Richard Alpert’s life can be separated into six sections:
pre-Harvard, Harvard, post-Timothy Leary, India, post-India,
and the current post-“stroked.” Befriending Timothy Leary,
author of Turn On, Tune In, Drop Out and The Politics
of Ecstasy, was the first of many life-altering
encounters in Richard’s life. A few years later in India,
Richard was introduced to Maharaj ji who would become
his spiritual leader and bestow upon him the name “Ram
Dass,” meaning “servant of God.”.Ram Dass then went on
to write the best-selling book Be Here Now. Rather
than solely concentrating on these early segments in Ram
Dass: Fierce Grace however, director Mickey Lemle
focuses more intensely on the post-India years and how Ram
Dass’s spirituality has been greatly affected by his stroke,
as unforeseen debilitations and therapy sessions became daily
contestats and reaffirmations of his faith.
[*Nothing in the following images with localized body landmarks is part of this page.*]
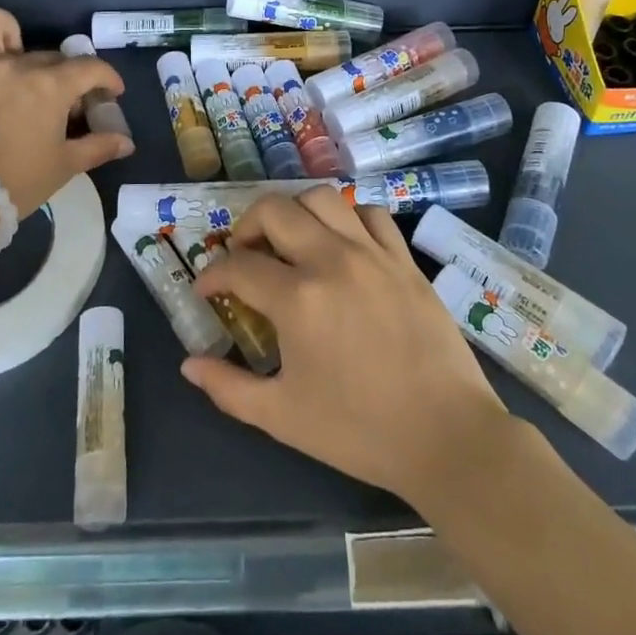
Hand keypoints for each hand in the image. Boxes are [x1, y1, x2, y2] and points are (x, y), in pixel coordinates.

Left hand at [0, 7, 132, 215]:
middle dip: (65, 74)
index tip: (112, 94)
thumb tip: (126, 142)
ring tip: (8, 48)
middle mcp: (13, 67)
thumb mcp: (64, 167)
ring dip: (1, 30)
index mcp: (49, 86)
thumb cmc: (15, 182)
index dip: (107, 78)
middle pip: (48, 57)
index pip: (89, 68)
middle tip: (66, 105)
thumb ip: (97, 148)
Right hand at [182, 189, 514, 508]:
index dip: (212, 274)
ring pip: (322, 198)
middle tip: (243, 254)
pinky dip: (348, 218)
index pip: (238, 266)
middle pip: (274, 209)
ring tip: (289, 240)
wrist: (446, 436)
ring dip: (295, 211)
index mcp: (297, 299)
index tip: (206, 289)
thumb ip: (229, 387)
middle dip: (245, 225)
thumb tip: (189, 364)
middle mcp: (331, 260)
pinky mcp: (403, 259)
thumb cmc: (360, 431)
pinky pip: (371, 214)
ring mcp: (372, 253)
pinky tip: (342, 244)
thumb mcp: (283, 417)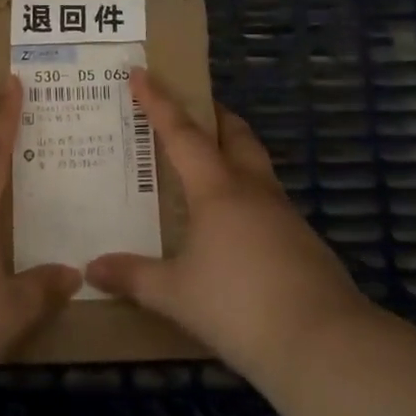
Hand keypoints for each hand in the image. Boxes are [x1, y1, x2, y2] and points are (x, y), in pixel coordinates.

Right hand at [87, 71, 369, 390]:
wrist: (323, 344)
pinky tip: (234, 223)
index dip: (158, 101)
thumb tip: (92, 269)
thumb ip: (134, 278)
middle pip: (235, 134)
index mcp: (217, 189)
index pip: (181, 132)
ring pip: (256, 165)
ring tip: (208, 166)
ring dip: (233, 152)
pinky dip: (246, 194)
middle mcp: (252, 189)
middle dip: (213, 115)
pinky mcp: (302, 241)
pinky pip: (267, 200)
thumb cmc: (239, 305)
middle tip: (191, 109)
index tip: (141, 72)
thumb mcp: (176, 294)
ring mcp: (283, 214)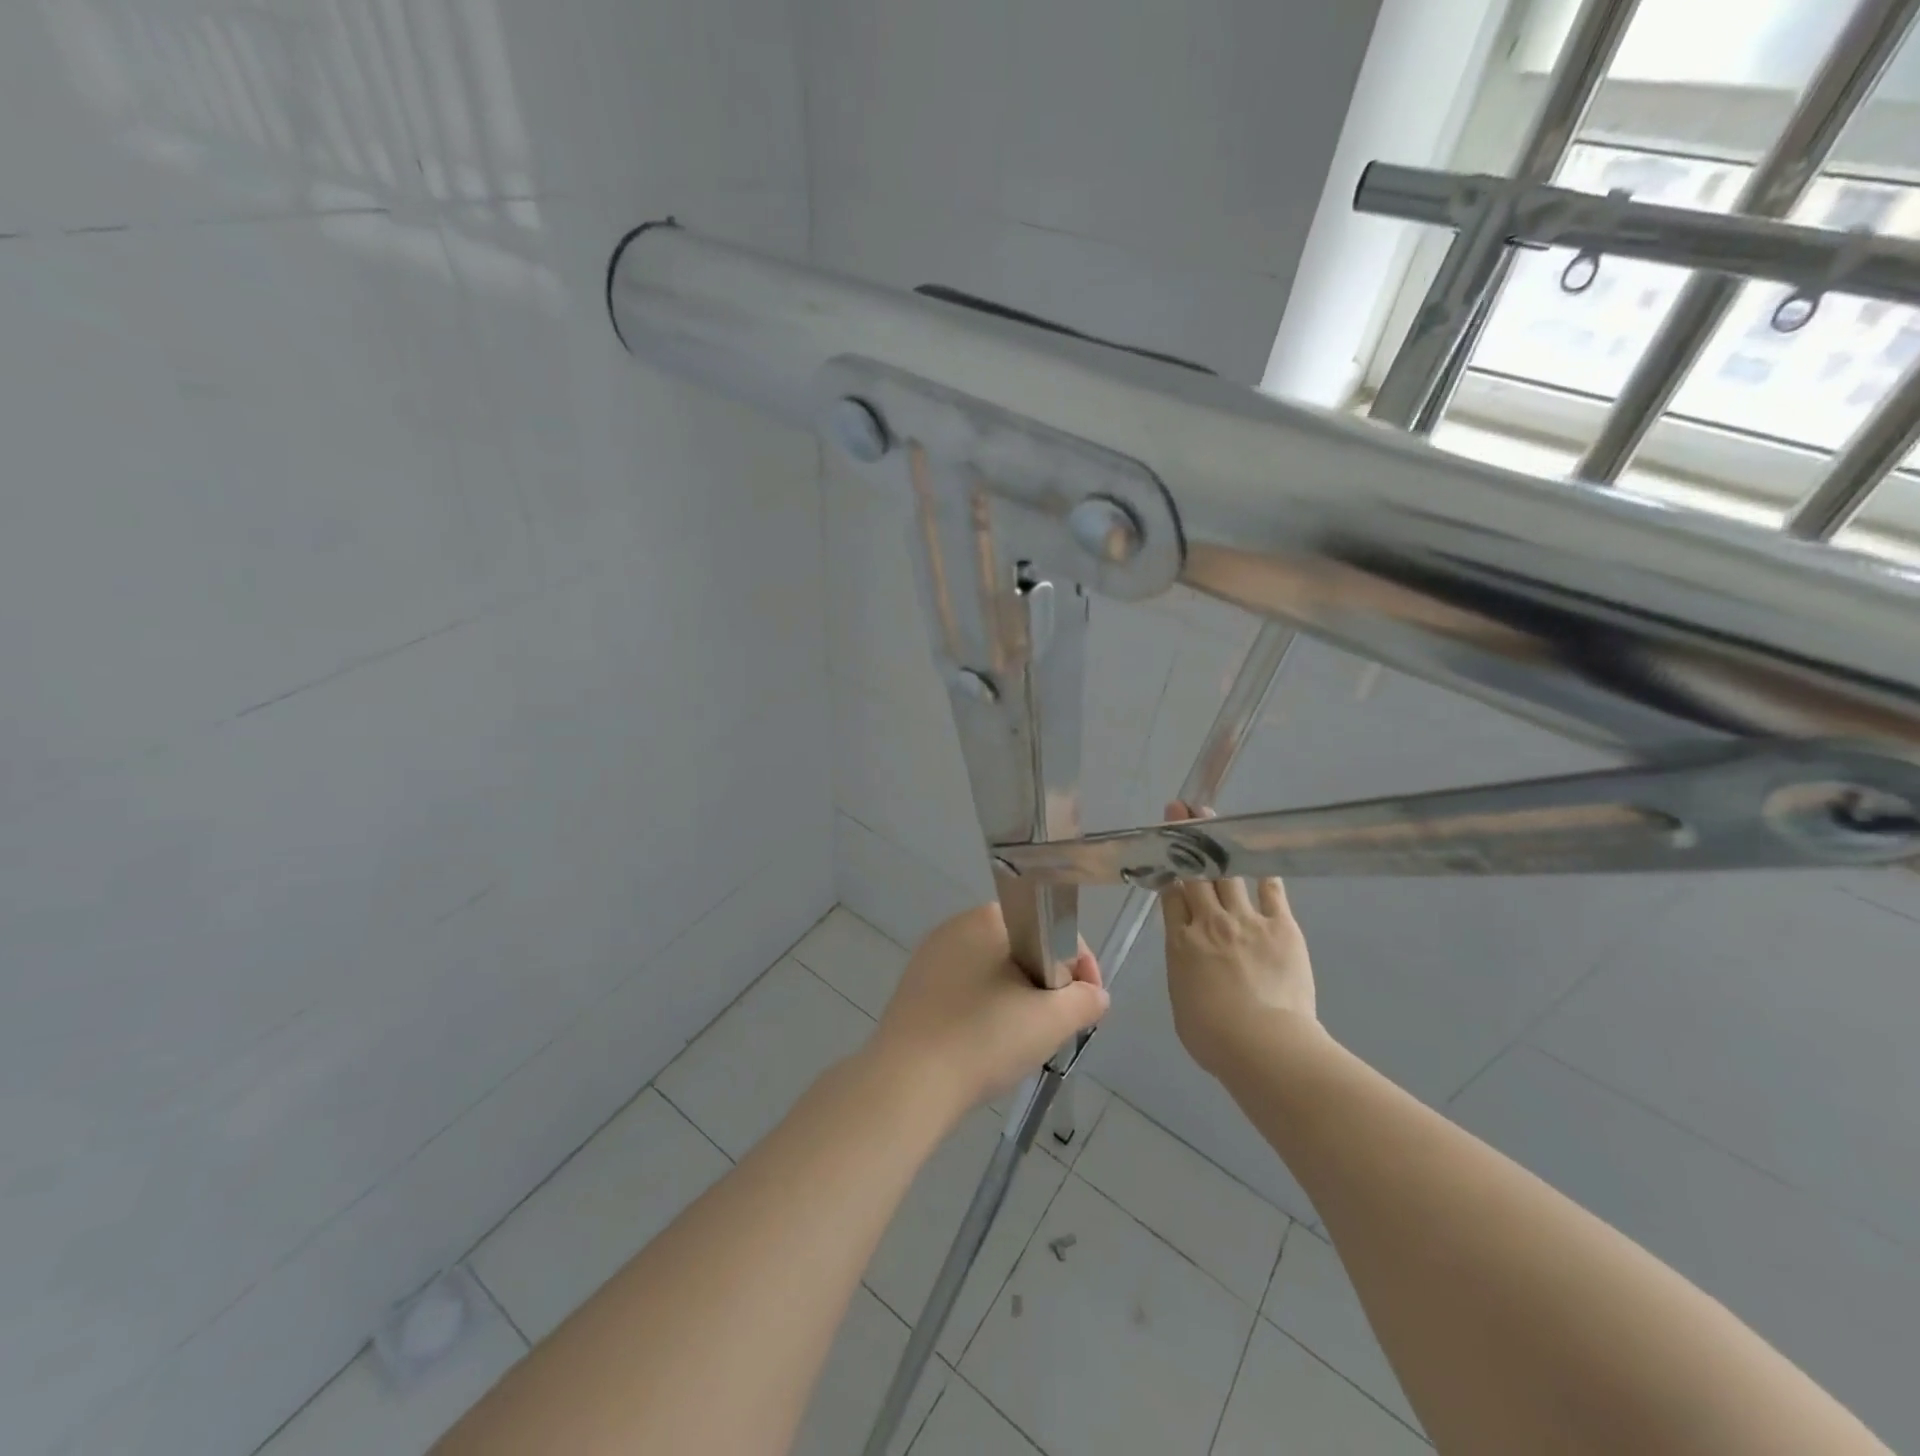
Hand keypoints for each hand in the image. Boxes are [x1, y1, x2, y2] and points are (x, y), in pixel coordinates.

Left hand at [870, 904, 1108, 1116]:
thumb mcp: (1051, 1020)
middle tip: (1054, 1027)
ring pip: (993, 972)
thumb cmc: (984, 1038)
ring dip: (1016, 1000)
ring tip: (1022, 1042)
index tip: (1084, 1005)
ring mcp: (930, 956)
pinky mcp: (913, 987)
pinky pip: (964, 991)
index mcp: (989, 916)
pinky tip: (985, 1045)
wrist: (908, 1082)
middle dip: (1046, 985)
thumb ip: (1085, 1000)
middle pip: (1022, 949)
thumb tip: (1095, 995)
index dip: (1078, 967)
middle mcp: (957, 925)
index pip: (1050, 929)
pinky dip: (983, 1011)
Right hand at [1159, 801, 1318, 1077]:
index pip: (1170, 896)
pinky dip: (1264, 871)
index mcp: (1180, 943)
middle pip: (1194, 874)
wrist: (1264, 1044)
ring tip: (1209, 816)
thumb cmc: (1214, 1037)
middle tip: (1179, 811)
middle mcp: (1209, 922)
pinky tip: (1261, 852)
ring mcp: (1246, 920)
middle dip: (1185, 840)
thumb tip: (1190, 960)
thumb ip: (1184, 971)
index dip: (1167, 869)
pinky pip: (1271, 891)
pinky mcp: (1281, 926)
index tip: (1165, 849)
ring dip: (1217, 843)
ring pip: (1227, 873)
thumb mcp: (1181, 1001)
This documentary—full of aha moments—transcends the tee-tottering
emotions of tragedy and joy, and reaches a balance both cinematically
and thematically. We see a young activist, soon after the
funeral of her assassinated boyfriend, who epitomizes the
confusion involved when faith collides with injustices in
life. She attempts to deal with his physical removal, all
the while reaching for the belief that he is still with her
in spirit. Ram Dass is overcome with emotion at one point
during their discussion, and together, they ponder the meaning
of “waking up” in relation to spirituality and the necessity
of taxing experiences in life.
The direction of the movie lapses between the present and
past, adding context to the now, and greater meaning to the
current changes in Ram Dass’s life. Remarkably, the contextual
past feels alive in this film. We know the ’60s were a long
time ago, but in this documentary they’re just one scene away.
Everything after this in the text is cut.